EGFR mutations were detected using PCR-based direct sequencing of exons 18–21 as previously described31. Briefly, genomic DNA was extracted from either tumors embedded in paraffin blocks or from fresh frozen tumors. PCR amplification was done using HotStarTaq DNA polymerase (Qiagen Inc., Valencia, CA) with a forward primer (5′-GGATCGGCCTCTTCATGC3′) and a reverse primer (5′-TAAAATTGATTCCAATGCCATCC-3′). PCR products were sequenced directly using Applied Biosystems PRISM dye terminator cycle sequencing method (Perkin-Elmer Corp., Foster City, CA) with ABI PRISM 3100 Genetic Analyzer (Applied Biosystems, Foster City, CA). Any in-frame deletions in exon 19 or point mutations in exon 21 (L858R or L861Q substitutions), which confer sensitivity to EGFR-TKIs therapy, were considered as EGFR mutant. EML4-ALK rearrangements were detected by means of Fluorescence in situ Hybridization (FISH) using a break-apart probe to the ALK gene (Vysis LSI ALK Dual Color, Break Apart Rearrangement Probe; Abbott Molecular) per manufacturer's instructions. At least 100 representative tumor cells were counted. The results obtained by FISH were analyzed using an Olympus fluorescence microscope equipped with orange, green and 4′, 6-diamidino-2-phenylindole filters. Images were captured using the Video Test Image Analysis System. FISH-positive cases were defined as ≥15% of the tumor cells that showed a split red and green signal and/or an isolated (single) red signal. Otherwise, the specimen was classified as ALK FISH negative.

Clinicopathological data

Clinicopathological features including age at diagnosis, gender, smoking history, pathological types, differentiation, cancer stage, symptoms at first onset and family history of malignant tumors were carefully collected.

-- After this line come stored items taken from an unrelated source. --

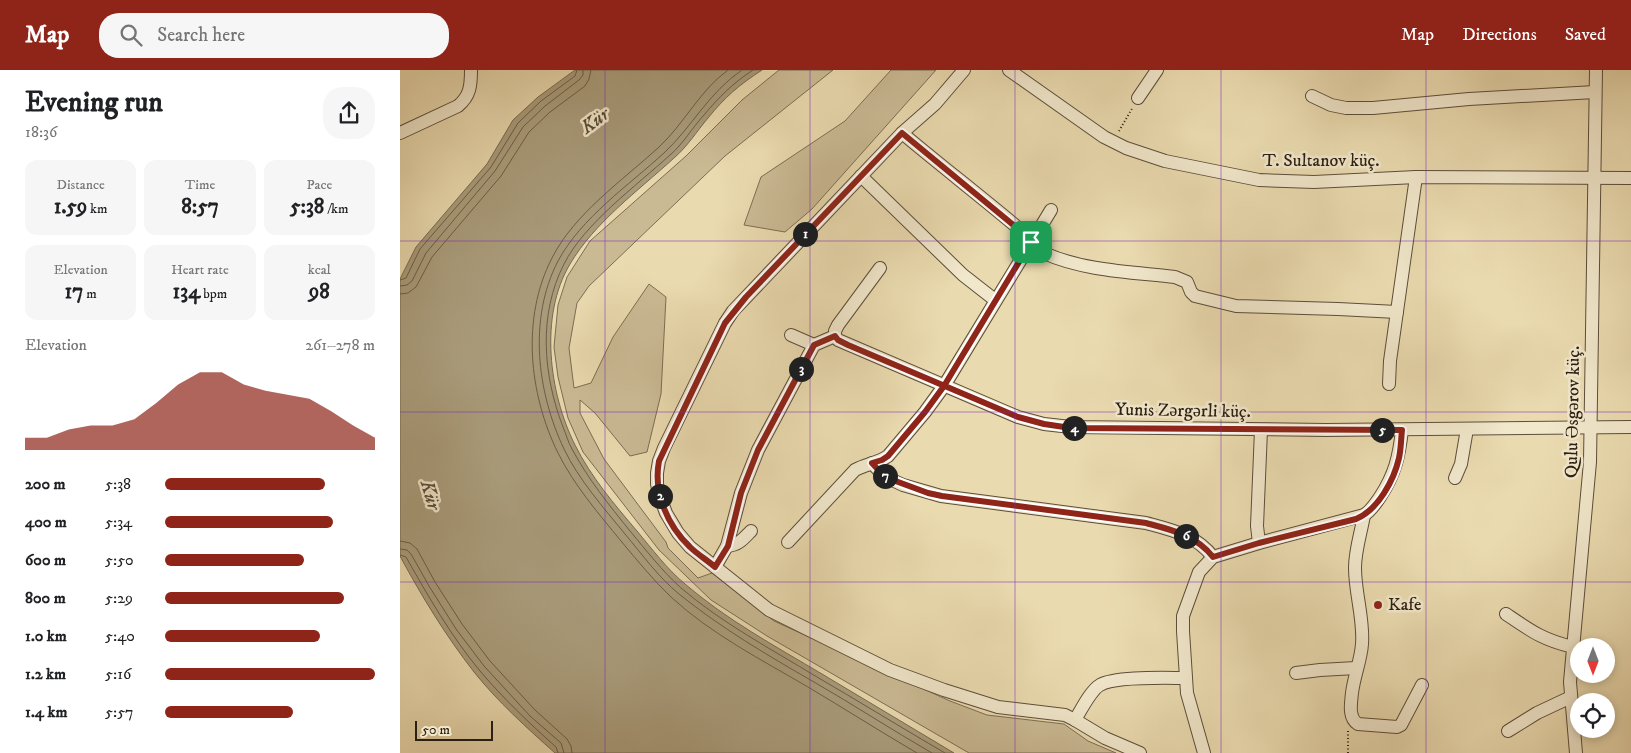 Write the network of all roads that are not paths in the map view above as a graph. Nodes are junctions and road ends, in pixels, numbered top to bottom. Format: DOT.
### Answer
graph roads {
  1 [pos="471,70"];
  2 [pos="964,70"];
  3 [pos="1009,70"];
  4 [pos="1157,70"];
  5 [pos="1596,70"];
  6 [pos="1595,92"];
  7 [pos="1312,96"];
  8 [pos="1138,98"];
  9 [pos="400,133"];
  10 [pos="902,133"];
  11 [pos="861,176"];
  12 [pos="1416,177"];
  13 [pos="1595,177"];
  14 [pos="1631,178"];
  15 [pos="1051,210"];
  16 [pos="1031,242"];
  17 [pos="880,268"];
  18 [pos="995,300"];
  19 [pos="1397,312"];
  20 [pos="791,335"];
  21 [pos="835,336"];
  22 [pos="814,345"];
  23 [pos="1389,384"];
  24 [pos="944,386"];
  25 [pos="1591,428"];
  26 [pos="1631,428"];
  27 [pos="1467,429"];
  28 [pos="1261,430"];
  29 [pos="1402,430"];
  30 [pos="872,463"];
  31 [pos="1455,478"];
  32 [pos="1364,516"];
  33 [pos="751,530"];
  34 [pos="788,542"];
  35 [pos="1259,543"];
  36 [pos="728,546"];
  37 [pos="1213,557"];
  38 [pos="715,567"];
  39 [pos="1506,614"];
  40 [pos="1574,638"];
  41 [pos="1570,646"];
  42 [pos="1356,668"];
  43 [pos="1296,673"];
  44 [pos="1185,678"];
  45 [pos="1422,686"];
  46 [pos="1570,698"];
  47 [pos="1076,720"];
  48 [pos="1508,731"];
  49 [pos="1575,738"];
  50 [pos="1140,753"];
  51 [pos="1204,753"];
  52 [pos="1576,753"];
  1 -- 9 [label="street"];
  2 -- 10 [label="street"];
  3 -- 12 [label="street, T. Sultanov küç."];
  4 -- 8 [label="street"];
  5 -- 6 [label="street, Qulu Əsgərov küç."];
  6 -- 7 [label="street"];
  6 -- 13 [label="street, Qulu Əsgərov küç."];
  10 -- 11 [label="street"];
  10 -- 16 [label="street"];
  11 -- 18 [label="street"];
  11 -- 38 [label="street"];
  12 -- 13 [label="street, T. Sultanov küç."];
  12 -- 19 [label="street"];
  13 -- 14 [label="street, T. Sultanov küç."];
  13 -- 25 [label="street, Qulu Əsgərov küç."];
  15 -- 16 [label="street"];
  16 -- 18 [label="street"];
  16 -- 19 [label="street"];
  17 -- 21 [label="street"];
  18 -- 24 [label="street"];
  19 -- 23 [label="street"];
  20 -- 22 [label="street"];
  21 -- 22 [label="street"];
  21 -- 24 [label="street, Yunis Zərgərli küç."];
  22 -- 36 [label="street"];
  24 -- 28 [label="street, Yunis Zərgərli küç."];
  24 -- 30 [label="street"];
  25 -- 26 [label="street, Yunis Zərgərli küç."];
  25 -- 27 [label="street, Yunis Zərgərli küç."];
  25 -- 40 [label="street, Qulu Əsgərov küç."];
  27 -- 29 [label="street, Yunis Zərgərli küç."];
  27 -- 31 [label="street"];
  28 -- 29 [label="street, Yunis Zərgərli küç."];
  28 -- 35 [label="street"];
  29 -- 32 [label="street"];
  30 -- 34 [label="street"];
  30 -- 37 [label="street"];
  32 -- 35 [label="street"];
  32 -- 42 [label="street"];
  33 -- 36 [label="street"];
  35 -- 37 [label="street"];
  36 -- 38 [label="street"];
  37 -- 44 [label="street"];
  38 -- 47 [label="street"];
  39 -- 41 [label="street"];
  42 -- 43 [label="street"];
  42 -- 45 [label="street"];
  44 -- 47 [label="street"];
  44 -- 51 [label="street"];
  46 -- 48 [label="street"];
  47 -- 50 [label="street"];
  49 -- 52 [label="street, Qulu Əsgərov küç."];
}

Lung cancer was histologically classified as adenocarcinoma, squamous cell carcinoma, adenosquamous carcinoma and other subtypes. Cancer stage was determined according to TNM classification according to the Union for International Cancer Control and the American Joint Committee on Cancer staging system, 7th edition32. Smokers were defined as those who had more than 100 lifetime cigarettes. Smoking pack-years was calculated as average number of cigarettes per day/20× years smoking and was treated as a continuous variable.

Statistical analysis

Chi-square test (or Fisher exact test) and independent-samples t-test were applied to explore the univariate association between clinicopathological variables and specific genetic aberrations, for categorical and continuous data, respectively. All variables that were univariately associated at the level of α < 0.2 were included in the multivariate logistic regression model. Odds ratios (ORs) and 95% confidence intervals (CIs) were calculated to denote the association. The receiver operating characteristic (ROC) curve methodology was applied to assess the ability of age at diagnosis or smoking pack-years to predict EML4-ALK rearrangements and EGFR mutations. The diagnostic accuracy was presented as the area under the ROC curve (AUC). All statistical calculations were performed using SPSS version 21.0 (SPSS, Inc., Chicago, IL.) A two-tail P value of < 0.05 was judged significant.